With that in mind, what might we have learned from this exercise? A few things:

• China and South Korea appear to have turned the tide on their epidemics.
• The virus still appears to be spreading rapidly in Europe -- eg, in Italy and Spain, where the rate of infection is still increasing, though not at a near-exponential rate.
• In the US and the UK, the rate of infection still appears to be in the initial, near-exponential stage.

Equity markets have reacted favorably to news of fiscal stimulus in the US, the UK, and elsewhere -- and perhaps also to President Trump's insistence that US workers should return to work en masse by Easter (April 12). But given the still rapid rate at which the virus appears to be spreading in the US, it seems more likely that more American workers will be in isolation in mid-April than there are now. 

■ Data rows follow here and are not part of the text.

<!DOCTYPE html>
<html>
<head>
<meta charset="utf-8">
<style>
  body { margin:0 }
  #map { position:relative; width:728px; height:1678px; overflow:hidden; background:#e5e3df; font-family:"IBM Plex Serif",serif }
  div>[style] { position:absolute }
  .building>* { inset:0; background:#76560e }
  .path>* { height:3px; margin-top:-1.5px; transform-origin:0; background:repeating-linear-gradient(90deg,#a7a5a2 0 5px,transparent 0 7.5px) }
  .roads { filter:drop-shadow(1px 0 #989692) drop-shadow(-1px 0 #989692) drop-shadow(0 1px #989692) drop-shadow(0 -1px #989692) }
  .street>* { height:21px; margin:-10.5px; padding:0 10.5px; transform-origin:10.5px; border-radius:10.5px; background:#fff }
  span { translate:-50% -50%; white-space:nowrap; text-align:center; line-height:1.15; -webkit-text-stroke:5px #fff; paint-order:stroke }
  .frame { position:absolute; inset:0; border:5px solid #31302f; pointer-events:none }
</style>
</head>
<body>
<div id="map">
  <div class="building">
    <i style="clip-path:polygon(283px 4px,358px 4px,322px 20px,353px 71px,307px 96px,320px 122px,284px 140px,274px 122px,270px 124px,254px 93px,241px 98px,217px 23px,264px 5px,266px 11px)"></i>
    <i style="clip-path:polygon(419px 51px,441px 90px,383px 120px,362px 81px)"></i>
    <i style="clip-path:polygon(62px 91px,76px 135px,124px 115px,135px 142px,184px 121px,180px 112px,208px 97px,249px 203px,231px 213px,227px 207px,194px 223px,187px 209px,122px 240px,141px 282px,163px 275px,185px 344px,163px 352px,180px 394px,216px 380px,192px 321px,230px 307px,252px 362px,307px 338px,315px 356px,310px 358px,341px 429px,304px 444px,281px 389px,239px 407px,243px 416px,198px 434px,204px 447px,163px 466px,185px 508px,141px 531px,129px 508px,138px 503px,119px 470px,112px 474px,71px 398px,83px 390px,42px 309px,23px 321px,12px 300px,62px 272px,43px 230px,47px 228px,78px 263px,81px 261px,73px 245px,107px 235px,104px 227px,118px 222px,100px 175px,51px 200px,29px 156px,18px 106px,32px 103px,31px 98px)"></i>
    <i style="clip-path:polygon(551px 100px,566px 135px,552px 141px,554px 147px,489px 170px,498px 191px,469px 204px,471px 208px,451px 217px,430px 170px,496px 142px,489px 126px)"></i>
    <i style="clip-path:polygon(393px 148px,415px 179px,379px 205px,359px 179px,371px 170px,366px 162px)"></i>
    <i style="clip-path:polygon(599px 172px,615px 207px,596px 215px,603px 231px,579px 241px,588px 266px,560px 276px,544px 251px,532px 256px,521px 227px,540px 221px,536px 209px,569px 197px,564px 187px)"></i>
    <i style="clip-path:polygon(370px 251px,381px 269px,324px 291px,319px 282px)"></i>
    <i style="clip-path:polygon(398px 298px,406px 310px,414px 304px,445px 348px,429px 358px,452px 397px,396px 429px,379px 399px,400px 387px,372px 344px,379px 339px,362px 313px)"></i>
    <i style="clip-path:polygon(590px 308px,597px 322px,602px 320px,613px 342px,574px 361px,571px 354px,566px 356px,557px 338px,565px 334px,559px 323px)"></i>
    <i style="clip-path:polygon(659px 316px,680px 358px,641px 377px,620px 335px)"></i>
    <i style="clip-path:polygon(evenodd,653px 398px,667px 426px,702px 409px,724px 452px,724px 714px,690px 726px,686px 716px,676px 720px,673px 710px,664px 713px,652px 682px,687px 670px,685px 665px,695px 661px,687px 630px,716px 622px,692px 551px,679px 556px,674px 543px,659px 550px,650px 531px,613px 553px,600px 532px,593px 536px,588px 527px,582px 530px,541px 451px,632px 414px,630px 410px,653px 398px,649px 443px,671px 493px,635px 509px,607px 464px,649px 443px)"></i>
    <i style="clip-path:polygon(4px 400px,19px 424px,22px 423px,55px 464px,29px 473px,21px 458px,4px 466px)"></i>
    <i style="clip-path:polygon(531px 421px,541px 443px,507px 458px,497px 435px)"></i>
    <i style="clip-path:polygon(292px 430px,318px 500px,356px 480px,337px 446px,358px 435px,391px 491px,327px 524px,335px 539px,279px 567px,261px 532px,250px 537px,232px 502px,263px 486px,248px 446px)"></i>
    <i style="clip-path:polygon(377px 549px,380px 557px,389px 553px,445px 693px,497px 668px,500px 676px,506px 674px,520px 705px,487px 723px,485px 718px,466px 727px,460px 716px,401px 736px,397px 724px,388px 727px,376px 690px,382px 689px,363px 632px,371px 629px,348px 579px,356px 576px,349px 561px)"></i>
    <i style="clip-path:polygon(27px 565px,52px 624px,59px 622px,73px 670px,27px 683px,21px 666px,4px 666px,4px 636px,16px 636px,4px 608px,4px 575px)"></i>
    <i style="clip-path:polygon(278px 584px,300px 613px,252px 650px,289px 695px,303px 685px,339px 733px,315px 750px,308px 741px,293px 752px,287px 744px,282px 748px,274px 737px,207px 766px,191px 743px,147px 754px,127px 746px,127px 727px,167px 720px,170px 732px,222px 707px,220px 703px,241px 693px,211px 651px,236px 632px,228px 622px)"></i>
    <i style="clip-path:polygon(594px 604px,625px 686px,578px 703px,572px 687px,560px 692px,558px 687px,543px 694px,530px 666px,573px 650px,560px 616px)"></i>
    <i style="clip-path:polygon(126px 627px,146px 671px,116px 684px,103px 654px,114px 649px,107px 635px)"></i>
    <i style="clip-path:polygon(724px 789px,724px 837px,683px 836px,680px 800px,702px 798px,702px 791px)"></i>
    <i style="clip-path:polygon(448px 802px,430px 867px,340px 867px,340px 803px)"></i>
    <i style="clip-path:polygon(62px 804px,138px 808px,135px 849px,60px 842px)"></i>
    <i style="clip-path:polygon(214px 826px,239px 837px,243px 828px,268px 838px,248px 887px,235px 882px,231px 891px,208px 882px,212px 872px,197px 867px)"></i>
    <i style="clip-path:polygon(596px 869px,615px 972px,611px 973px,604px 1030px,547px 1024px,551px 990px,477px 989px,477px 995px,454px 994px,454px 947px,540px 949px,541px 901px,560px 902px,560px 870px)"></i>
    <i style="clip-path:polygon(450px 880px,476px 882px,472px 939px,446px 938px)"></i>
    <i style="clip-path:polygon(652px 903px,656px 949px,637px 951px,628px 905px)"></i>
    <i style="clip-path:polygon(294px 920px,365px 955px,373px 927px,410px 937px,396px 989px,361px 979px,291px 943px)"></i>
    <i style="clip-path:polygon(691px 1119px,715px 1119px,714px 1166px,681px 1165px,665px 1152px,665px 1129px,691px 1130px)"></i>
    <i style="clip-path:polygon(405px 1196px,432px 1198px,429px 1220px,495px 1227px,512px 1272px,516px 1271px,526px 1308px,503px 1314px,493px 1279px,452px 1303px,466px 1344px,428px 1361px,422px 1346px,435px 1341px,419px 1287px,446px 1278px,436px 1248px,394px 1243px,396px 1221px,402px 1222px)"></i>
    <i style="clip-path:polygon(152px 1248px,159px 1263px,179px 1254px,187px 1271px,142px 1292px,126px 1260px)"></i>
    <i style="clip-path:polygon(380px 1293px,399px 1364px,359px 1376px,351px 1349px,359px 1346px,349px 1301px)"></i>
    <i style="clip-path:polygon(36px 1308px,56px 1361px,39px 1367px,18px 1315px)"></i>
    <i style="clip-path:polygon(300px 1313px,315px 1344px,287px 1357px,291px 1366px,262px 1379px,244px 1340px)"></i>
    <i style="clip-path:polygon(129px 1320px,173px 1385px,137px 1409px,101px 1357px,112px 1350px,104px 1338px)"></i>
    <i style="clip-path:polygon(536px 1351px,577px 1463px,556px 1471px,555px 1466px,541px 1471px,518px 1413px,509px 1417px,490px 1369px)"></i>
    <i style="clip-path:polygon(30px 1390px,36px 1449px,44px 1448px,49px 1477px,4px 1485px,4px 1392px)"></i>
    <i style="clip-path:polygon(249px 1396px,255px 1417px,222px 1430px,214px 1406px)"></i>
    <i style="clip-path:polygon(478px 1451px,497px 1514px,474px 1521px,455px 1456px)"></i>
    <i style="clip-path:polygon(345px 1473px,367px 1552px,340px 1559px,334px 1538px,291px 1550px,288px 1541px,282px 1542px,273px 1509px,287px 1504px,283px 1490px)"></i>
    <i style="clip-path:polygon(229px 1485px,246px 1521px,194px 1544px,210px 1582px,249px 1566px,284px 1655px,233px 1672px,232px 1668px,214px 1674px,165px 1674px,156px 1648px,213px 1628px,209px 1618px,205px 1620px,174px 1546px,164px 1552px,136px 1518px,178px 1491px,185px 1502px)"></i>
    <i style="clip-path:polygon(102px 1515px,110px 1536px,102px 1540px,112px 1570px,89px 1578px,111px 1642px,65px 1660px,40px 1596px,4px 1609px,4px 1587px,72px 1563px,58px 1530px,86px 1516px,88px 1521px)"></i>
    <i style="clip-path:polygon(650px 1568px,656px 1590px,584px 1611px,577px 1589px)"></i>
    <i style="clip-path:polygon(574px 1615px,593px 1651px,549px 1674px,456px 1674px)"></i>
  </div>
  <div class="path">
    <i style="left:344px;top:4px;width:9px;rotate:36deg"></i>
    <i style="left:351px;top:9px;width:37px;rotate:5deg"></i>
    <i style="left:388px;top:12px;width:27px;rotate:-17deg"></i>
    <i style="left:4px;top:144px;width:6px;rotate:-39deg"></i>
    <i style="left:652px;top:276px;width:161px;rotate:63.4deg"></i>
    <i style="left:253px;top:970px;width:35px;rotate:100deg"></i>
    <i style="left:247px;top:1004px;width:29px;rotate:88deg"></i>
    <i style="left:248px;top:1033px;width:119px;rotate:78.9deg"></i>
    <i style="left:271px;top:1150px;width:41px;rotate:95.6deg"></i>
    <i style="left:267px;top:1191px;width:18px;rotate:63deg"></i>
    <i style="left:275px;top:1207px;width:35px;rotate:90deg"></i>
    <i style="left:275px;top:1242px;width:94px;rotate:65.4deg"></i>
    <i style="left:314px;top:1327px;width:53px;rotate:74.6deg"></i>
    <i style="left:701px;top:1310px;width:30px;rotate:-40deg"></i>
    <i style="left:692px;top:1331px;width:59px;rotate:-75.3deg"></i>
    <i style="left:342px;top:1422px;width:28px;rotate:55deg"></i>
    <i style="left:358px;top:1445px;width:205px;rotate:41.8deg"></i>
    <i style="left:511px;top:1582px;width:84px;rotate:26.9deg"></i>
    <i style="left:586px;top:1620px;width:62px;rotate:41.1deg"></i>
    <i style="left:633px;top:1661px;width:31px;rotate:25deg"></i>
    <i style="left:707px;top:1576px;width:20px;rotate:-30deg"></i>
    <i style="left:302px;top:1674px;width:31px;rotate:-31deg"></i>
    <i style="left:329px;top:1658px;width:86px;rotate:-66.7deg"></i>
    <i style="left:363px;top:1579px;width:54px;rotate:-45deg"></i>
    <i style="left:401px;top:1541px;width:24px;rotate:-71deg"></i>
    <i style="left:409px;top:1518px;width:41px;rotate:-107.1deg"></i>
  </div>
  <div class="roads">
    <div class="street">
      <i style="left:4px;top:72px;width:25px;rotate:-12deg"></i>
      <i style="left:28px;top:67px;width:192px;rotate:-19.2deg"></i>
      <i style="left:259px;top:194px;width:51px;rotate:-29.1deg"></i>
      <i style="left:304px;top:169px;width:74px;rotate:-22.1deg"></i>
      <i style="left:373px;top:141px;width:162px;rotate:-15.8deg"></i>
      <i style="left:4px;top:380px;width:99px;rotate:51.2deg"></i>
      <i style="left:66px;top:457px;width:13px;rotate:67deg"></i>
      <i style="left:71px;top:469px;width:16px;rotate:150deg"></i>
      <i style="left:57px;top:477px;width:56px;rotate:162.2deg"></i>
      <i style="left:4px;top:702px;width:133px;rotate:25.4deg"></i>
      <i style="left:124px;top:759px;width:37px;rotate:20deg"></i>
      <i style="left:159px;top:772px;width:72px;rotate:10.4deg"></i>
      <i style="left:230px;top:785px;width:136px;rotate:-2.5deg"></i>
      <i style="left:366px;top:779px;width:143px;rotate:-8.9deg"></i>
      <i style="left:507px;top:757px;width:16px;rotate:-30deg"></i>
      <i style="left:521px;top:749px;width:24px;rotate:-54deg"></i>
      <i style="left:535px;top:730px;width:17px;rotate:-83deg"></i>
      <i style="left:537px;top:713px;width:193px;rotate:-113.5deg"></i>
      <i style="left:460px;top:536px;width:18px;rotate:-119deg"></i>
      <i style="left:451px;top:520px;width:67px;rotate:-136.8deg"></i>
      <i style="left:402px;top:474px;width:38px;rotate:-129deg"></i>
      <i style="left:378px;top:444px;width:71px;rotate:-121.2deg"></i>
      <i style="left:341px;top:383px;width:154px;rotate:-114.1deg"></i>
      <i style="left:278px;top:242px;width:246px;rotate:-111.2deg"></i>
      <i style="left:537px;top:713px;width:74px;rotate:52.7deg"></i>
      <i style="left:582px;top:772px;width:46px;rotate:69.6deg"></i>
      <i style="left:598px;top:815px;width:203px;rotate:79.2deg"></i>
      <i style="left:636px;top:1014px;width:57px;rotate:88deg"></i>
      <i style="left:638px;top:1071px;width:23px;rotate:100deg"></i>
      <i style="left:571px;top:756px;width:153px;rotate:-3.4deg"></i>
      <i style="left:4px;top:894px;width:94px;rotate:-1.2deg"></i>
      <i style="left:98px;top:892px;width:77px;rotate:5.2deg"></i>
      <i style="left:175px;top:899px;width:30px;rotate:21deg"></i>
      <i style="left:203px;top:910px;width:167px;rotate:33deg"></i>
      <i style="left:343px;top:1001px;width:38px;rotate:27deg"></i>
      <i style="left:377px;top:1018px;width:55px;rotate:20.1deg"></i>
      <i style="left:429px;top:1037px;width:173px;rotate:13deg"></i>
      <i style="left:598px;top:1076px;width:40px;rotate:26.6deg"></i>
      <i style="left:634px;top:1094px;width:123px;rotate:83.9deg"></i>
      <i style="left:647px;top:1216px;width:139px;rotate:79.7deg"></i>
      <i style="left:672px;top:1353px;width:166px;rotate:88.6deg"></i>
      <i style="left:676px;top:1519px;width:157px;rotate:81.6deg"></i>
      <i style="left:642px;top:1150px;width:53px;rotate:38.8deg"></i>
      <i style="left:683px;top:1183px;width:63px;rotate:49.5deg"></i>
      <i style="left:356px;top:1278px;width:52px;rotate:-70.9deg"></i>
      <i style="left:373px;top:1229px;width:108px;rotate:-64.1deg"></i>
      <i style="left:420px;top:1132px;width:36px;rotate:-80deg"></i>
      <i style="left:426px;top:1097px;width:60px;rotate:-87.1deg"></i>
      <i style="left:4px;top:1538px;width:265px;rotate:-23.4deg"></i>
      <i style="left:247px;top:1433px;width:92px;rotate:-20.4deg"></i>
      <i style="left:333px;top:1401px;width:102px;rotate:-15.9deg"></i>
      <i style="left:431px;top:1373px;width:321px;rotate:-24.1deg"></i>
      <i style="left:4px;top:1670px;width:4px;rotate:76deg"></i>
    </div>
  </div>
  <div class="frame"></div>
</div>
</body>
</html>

In fact, if the number of infections were to continue to grow at the current exponential rate between now and Easter, the total number of reported infections in the US would be on the order of 15 million.

Of course, it's quite possible that the infection curve will begin to move away from this near-exponential growth between now and then. It's even possible that the infection curve in the US will have reached an inflection point between now and Easter, in which case the number of reported infections may be well below 15 million.

But to put this in context, the peak number of active infections in China was reported to be about 58,000. Even if the number of infections in the US peaked at, say, 5 million, the number of infected would be roughly 86 times the peak number of infected people in China.

In Italy, 12% of all detected COVID-19 cases were admitted to the intensive care unit. If that percentage were observed in the US, and if the peak number of infections in the US were 'only' 5 million, that would still point to a simultaneous demand for 600,000 ICU beds in the US -- far outstripping the available supply, estimated to be on the order of 100,000.

I should stress that these figures are all just attempts to produce first-order approximations of the eventual numbers. But they're broadly consistent with figures produced elsewhere. For example, The Harvard Global Health Institute produced an online report, in which ICU beds in the US were estimated at just over 87,000. The number of patients requiring hospitalization for COVID-19 over time was predicted to be 10 million, and the number of patients requiring an ICU bed was predicted to be just over 2 million. These Harvard figures aren't for a single point in time, as were my attempts to predict peak demand for ICU beds. But these sorts of figures at least put the problem into broad perspective.

All in all, what are the conclusions from analyses of this sort?

1. The rate of infection in the US is still increasing at a near-exponential rate.
2. Peak infection is still well in the future in the US, with the peak infection rate many times greater than the infection rate currently reported.
3. The situation at Easter will almost surely be far worse than it is currently.
4. Under these circumstances, it is difficult to see droves of US employees returning to their workplaces, admonitions by the President notwithstanding. More likely, an even larger percentage of the US population will be under strict lock-down orders at Easter.

The rally in the S&P yesterday and today, from a low of 2174 (June S&P futures) at the start of the week to 2498 now (up by nearly 15%) is impressive. But my sense is that with peak infection well ahead of us, it's quite unlikely that we've seen the lows in the June S&P futures -- particularly if the number of peak infections is even close to the estimates consistent with the analysis discussed here.